Would you filter these records and copy every line that has the word "Rundell"?
___
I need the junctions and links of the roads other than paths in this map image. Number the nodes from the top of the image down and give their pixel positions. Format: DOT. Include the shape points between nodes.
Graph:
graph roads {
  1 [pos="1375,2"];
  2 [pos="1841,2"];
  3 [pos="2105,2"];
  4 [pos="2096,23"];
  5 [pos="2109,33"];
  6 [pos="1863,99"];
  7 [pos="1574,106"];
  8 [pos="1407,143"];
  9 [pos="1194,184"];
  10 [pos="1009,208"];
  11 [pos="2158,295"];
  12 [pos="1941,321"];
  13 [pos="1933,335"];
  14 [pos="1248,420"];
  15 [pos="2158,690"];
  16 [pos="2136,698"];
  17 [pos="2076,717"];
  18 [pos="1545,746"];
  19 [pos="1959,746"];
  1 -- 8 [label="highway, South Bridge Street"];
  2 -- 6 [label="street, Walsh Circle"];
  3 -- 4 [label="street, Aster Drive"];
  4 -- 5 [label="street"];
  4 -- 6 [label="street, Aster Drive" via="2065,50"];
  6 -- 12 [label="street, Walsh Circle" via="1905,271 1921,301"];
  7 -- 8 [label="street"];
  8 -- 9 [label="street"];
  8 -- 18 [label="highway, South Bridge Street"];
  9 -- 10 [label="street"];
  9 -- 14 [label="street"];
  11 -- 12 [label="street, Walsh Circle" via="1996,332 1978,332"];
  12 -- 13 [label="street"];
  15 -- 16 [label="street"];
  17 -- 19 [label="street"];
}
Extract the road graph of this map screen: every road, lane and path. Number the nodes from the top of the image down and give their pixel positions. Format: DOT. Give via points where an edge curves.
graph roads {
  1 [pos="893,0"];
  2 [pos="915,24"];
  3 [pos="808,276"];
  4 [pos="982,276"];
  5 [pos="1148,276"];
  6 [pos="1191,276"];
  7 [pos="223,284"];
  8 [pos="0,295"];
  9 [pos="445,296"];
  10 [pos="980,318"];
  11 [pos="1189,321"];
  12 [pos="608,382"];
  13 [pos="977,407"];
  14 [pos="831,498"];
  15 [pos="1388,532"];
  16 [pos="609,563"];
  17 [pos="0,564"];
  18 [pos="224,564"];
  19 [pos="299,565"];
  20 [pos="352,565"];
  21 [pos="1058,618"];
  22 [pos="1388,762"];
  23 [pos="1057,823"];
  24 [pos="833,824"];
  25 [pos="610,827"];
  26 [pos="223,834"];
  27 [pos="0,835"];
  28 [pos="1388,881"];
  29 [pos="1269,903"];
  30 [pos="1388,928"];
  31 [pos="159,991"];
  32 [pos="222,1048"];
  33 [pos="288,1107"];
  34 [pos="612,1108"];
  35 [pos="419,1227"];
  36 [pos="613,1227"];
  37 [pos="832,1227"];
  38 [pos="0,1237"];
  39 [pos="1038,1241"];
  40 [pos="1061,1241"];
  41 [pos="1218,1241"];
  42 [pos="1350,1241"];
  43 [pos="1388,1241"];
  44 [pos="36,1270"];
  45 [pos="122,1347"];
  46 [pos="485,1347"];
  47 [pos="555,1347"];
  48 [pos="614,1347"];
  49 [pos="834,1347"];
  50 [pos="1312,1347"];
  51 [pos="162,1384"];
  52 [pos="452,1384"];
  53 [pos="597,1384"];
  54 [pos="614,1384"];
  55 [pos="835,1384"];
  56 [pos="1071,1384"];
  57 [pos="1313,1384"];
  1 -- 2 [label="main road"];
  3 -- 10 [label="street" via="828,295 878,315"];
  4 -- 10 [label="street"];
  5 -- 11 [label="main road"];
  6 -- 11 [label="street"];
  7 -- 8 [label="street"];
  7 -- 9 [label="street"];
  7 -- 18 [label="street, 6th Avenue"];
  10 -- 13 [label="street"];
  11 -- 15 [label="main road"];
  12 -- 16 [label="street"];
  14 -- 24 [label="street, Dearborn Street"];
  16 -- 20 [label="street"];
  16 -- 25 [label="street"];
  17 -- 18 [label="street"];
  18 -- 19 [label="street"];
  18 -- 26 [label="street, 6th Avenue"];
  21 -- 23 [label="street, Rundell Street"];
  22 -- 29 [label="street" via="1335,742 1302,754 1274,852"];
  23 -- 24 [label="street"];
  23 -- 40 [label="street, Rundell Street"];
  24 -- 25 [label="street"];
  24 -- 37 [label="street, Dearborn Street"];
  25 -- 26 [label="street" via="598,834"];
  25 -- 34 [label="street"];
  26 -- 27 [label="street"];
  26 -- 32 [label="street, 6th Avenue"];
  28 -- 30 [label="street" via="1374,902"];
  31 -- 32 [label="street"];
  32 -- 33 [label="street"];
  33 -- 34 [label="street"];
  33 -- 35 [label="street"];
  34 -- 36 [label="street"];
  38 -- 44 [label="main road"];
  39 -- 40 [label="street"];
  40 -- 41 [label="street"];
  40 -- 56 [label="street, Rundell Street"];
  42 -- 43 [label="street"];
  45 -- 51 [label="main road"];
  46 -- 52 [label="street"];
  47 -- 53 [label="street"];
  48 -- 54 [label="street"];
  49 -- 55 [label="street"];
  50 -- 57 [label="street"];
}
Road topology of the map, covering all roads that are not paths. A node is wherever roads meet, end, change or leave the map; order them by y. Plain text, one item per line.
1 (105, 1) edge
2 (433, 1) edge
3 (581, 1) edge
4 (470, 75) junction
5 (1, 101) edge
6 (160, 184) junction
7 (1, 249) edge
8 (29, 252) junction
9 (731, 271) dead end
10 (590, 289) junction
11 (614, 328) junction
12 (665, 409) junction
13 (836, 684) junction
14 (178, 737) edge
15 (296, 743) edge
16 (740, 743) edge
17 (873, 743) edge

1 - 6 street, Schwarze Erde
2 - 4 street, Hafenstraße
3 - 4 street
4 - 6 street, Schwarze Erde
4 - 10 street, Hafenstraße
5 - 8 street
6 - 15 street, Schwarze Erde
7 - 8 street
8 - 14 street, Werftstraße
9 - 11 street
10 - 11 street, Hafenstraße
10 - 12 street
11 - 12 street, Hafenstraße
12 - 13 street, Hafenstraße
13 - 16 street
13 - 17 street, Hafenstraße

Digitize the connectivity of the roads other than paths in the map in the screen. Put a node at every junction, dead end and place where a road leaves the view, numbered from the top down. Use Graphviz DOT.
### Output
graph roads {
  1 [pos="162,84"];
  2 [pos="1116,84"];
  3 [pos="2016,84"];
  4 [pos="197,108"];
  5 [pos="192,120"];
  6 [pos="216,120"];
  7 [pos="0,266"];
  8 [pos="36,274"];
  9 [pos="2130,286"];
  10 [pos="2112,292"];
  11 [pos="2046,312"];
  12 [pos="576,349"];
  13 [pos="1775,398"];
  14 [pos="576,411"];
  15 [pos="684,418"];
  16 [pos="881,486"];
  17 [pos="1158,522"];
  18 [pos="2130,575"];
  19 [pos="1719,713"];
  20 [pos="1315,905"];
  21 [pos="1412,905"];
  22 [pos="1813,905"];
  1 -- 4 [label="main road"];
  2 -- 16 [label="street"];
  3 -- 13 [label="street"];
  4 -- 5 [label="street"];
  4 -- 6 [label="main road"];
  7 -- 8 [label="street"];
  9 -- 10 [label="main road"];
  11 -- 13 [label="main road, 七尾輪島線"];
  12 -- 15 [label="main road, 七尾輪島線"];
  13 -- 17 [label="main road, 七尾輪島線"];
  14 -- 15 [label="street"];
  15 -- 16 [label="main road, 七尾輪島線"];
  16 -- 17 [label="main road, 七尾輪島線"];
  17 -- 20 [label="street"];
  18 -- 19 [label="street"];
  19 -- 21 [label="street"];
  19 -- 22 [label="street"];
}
___
- Solved problem:
  21 -- 23 [label="street, Rundell Street"];
  23 -- 40 [label="street, Rundell Street"];
  40 -- 56 [label="street, Rundell Street"];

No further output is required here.